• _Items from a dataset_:
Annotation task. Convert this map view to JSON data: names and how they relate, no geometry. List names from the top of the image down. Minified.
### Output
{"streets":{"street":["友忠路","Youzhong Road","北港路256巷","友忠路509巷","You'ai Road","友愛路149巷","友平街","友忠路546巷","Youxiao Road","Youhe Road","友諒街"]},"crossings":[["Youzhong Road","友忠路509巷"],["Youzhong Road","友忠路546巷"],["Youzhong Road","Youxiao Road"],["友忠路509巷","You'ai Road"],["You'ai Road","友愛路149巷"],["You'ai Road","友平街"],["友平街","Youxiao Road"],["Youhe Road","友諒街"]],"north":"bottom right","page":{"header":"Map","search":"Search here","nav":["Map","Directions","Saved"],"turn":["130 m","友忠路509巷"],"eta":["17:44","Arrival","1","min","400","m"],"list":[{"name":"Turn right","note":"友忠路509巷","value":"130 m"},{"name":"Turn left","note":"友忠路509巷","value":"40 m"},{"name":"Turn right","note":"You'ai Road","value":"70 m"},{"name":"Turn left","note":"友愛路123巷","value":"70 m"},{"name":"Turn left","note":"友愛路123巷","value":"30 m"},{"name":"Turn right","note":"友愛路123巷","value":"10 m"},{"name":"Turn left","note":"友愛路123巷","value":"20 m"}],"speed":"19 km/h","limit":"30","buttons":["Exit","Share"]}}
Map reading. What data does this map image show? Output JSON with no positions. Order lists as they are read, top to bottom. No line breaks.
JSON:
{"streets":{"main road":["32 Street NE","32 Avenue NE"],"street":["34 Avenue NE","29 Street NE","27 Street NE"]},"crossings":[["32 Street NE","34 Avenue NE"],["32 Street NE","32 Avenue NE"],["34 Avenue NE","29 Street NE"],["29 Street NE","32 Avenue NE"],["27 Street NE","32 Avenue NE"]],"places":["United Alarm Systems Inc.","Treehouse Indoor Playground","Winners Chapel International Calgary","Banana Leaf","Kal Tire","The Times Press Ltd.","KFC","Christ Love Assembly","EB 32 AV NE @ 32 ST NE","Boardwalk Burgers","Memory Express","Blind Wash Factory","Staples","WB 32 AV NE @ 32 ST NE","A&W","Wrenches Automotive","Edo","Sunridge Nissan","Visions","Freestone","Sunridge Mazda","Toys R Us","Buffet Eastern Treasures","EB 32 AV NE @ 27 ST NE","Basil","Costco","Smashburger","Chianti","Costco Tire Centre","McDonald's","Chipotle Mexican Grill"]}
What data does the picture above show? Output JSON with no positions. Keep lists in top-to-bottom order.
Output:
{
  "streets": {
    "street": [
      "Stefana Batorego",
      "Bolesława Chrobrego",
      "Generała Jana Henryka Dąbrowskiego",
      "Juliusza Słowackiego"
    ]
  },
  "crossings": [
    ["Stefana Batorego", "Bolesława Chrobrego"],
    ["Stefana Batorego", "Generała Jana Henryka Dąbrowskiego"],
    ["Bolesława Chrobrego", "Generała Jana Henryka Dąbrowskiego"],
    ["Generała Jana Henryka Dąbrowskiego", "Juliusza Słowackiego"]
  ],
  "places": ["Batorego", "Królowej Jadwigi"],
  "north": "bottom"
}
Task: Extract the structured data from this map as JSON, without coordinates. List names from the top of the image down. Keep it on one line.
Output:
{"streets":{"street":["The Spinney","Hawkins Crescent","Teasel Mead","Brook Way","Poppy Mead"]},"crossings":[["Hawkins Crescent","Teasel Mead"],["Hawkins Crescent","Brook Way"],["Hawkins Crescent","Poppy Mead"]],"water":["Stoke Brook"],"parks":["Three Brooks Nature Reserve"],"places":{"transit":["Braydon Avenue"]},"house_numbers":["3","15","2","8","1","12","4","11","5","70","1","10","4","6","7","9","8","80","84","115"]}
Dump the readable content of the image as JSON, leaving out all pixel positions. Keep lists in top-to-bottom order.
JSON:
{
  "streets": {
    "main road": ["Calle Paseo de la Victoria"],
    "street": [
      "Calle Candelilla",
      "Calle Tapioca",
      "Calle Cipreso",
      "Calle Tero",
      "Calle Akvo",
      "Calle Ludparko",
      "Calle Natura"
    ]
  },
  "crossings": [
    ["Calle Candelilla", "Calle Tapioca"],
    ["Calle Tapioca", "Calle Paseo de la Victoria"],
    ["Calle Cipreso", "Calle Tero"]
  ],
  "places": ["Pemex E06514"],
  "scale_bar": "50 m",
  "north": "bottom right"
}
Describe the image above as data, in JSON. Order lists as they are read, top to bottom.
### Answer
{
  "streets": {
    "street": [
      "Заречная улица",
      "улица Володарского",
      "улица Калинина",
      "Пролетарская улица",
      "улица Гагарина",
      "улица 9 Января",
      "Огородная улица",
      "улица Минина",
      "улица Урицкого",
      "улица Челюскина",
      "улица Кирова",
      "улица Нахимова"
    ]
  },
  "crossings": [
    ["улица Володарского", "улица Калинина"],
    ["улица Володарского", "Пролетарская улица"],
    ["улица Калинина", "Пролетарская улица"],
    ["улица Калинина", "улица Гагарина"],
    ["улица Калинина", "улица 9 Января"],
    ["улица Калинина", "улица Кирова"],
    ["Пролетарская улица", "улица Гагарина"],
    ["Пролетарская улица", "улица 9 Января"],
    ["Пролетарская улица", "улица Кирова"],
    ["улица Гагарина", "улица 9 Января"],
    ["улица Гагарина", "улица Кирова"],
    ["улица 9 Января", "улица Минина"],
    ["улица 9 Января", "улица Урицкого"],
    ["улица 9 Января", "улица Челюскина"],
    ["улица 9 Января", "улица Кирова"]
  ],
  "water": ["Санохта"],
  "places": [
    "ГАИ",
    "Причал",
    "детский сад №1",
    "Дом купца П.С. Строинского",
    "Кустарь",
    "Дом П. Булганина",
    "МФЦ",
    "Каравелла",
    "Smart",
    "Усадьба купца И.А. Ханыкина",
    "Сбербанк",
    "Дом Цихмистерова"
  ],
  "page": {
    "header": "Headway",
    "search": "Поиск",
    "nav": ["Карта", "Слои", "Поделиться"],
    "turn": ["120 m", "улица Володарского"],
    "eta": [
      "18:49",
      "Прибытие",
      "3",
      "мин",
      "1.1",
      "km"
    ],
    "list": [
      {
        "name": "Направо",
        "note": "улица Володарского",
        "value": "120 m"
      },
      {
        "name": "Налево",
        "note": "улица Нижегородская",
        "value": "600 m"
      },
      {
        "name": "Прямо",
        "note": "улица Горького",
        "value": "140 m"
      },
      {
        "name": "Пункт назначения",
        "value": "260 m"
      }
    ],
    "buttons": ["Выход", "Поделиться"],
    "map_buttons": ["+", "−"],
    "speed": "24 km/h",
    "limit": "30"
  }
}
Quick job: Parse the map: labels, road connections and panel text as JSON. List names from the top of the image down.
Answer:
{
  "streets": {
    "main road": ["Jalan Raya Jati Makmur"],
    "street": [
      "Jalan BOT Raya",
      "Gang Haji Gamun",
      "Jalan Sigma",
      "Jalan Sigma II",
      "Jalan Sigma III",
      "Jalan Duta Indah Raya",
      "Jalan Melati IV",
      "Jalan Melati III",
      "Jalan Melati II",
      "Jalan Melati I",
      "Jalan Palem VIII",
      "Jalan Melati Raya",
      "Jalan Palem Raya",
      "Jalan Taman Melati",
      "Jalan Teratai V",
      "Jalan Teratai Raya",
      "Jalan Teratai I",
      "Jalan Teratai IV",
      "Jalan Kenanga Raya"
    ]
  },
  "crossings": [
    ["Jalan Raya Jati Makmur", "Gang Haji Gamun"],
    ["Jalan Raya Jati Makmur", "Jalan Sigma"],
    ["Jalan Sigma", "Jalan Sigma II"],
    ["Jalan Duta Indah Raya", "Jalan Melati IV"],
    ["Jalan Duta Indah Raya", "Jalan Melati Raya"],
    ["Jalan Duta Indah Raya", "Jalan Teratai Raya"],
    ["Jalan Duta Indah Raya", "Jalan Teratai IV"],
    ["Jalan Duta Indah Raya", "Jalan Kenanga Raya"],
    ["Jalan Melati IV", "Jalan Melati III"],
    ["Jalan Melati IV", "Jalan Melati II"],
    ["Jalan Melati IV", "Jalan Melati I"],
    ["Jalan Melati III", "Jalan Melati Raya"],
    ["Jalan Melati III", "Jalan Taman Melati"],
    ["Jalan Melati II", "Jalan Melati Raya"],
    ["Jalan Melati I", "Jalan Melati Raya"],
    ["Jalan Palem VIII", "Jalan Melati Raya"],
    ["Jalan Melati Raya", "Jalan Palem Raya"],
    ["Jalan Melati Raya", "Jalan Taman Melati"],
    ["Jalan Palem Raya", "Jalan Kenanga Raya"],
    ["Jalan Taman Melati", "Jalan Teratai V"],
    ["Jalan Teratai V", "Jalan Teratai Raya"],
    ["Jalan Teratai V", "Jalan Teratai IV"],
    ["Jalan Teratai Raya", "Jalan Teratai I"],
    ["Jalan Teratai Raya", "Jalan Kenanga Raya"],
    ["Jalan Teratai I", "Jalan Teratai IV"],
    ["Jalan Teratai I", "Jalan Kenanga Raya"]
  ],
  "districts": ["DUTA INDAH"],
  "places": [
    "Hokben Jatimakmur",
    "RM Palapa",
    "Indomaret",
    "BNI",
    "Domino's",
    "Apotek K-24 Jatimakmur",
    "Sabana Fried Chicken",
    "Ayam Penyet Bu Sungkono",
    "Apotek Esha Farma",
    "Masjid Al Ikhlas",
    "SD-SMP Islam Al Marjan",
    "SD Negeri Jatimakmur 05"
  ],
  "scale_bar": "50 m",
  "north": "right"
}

• _ASSIGNMENT_: Your answer should be one number: the count of lines in the data above that include the word "Victoria".

• _SOLVED PROBLEM_: 2